I apologize if my post came out seeming like it was politically biased-that wasn't my intention at all. I found out about our logistical problems in World War I from reading Canada and the Two World Wars by J.L. Granatstein, a historian not known for his lefty credentials, and I chose the examples of Canada because this is a Canadian forum and Russia because, as flawed as the USSR's war effort was, it doesn't even come close in terms of idiocy to the Russian Empire's war effort. The Imperial Russian armies were so poorly equipped that, if I recall correctly, they had to ration their bullets and artillery shells. Not to mention that the Soviet armies were eventually led by Zhukov, while the Imperial Russian forces were led by...Nicholas II. Yeah.


Sorry, this forum can get very political, and I apologize if I jumped a bit.

Yes there were lots of problems in WW1, it was the first time we did anything
like that.Lots of lessons that were learned for the second time around.
Including conscription.

Sam Hughes was a loud mouth and a boor.... and one of our better Patriots.
He did arrange Valcartier fast enough for us to send a division over
inside 2 months; it took 4 in WW2.
He also fought very hard to keep Canadian units together, as opposed to just
throwing them in with British divisions as the British wanted... and using Canadian
officers.
Canadian units with Canadian kit, including the Ross.
It's the 3rd or 4th time I have seen you slag off the Ross rifle.
Yes, it was junk for the trenches, but you neglect to mention that a lot
of Ross rifles were kept by snipers, because it was better.
In WW2 the situation was much easier, we just used British kit.
Yay for us. :?

There may not have been a Canadian Corps without Sam Hughes.

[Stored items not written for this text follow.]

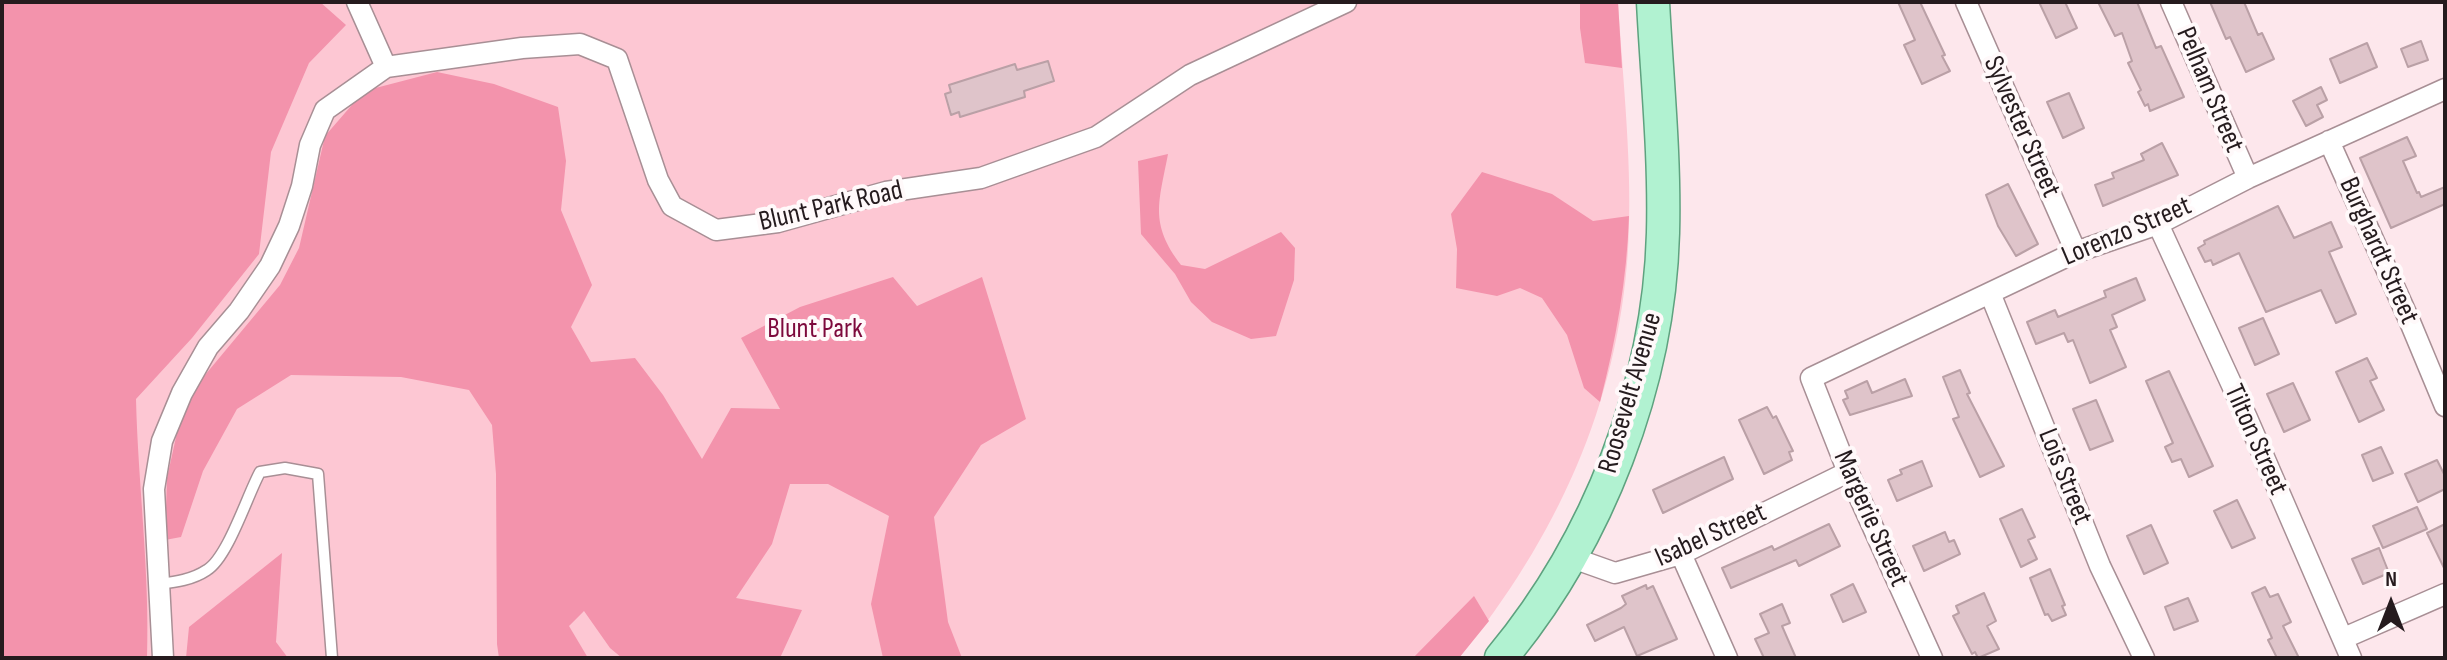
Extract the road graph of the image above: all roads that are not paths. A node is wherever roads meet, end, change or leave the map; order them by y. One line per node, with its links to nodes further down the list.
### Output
1 (357, 2): 6 (street)
2 (1346, 2): 6 (street, Blunt Park Road)
3 (1653, 2): 17 (main road, Roosevelt Avenue)
4 (1966, 2): 11 (street, Sylvester Street)
5 (2171, 2): 9 (street, Pelham Street)
6 (386, 67): 18 (street, Blunt Park Road)
7 (2445, 89): 8 (street, Lorenzo Street)
8 (2329, 141): 9 (street, Lorenzo Street); 14 (street, Burghardt Street)
9 (2248, 178): 10 (street, Lorenzo Street)
10 (2158, 224): 11 (street, Lorenzo Street); 20 (street, Tilton Street)
11 (2076, 252): 12 (street, Lorenzo Street)
12 (1990, 293): 13 (street, Lorenzo Street); 26 (street, Lois Street)
13 (1811, 378): 15 (street, Margerie Street)
14 (2445, 406)
15 (1848, 472): 16 (street, Isabel Street); 25 (street, Margerie Street)
16 (1681, 554): 17 (street, Isabel Street); 24 (street)
17 (1570, 557): 23 (main road, Roosevelt Avenue)
18 (159, 584): 21 (street, Blunt Park Road); 22 (lane)
19 (2445, 594): 20 (street)
20 (2344, 638): 27 (street, Tilton Street)
21 (163, 658)
22 (332, 658)
23 (1501, 658)
24 (1727, 658)
25 (1932, 658)
26 (2144, 658)
27 (2351, 658)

My point being there are usually two sides to every coin, and sometimes
3 or 4. :)


I'll save the Russian / USSR bit for next time, suffice to say it's
easier to win when you are prepared to sacrifice 10-20 million of your own souls.

   



PENATRATOR @ Fri Aug 24, 2012 6:57 am

One of the big failures on WWI commanders was their failure to adapt from old doctrine of the "chivalrous" charge and shit like that. Christ, when you have cavalry riding forward into machine guns on horesback with fucking swords and lances, and being anihalated, well you just may want to rethink your SOP's. It is a shame their closed minded arrogance caused millions of deaths.

Cases where officers refused the use of machine guns as it was not gentlemanly early in the war.

As for whether there was any other way to fight, I have often wondered why the allied forces in WWI never landed a force into Belgium or Netherlansd BEHIND the Germans and marched a contingent from the north to break up the stalemate.
The senior commanders probably thought it was not "sporting"

   



2Cdo @ Fri Aug 24, 2012 7:03 am

PENATRATOR PENATRATOR:
Cases where officers refused the use of machine guns as it was not gentlemanly early in the war.


I remember reading somewhere that at the start of WWI the Brits employed 2 machine guns per DIVISION, while the Germans employed 50!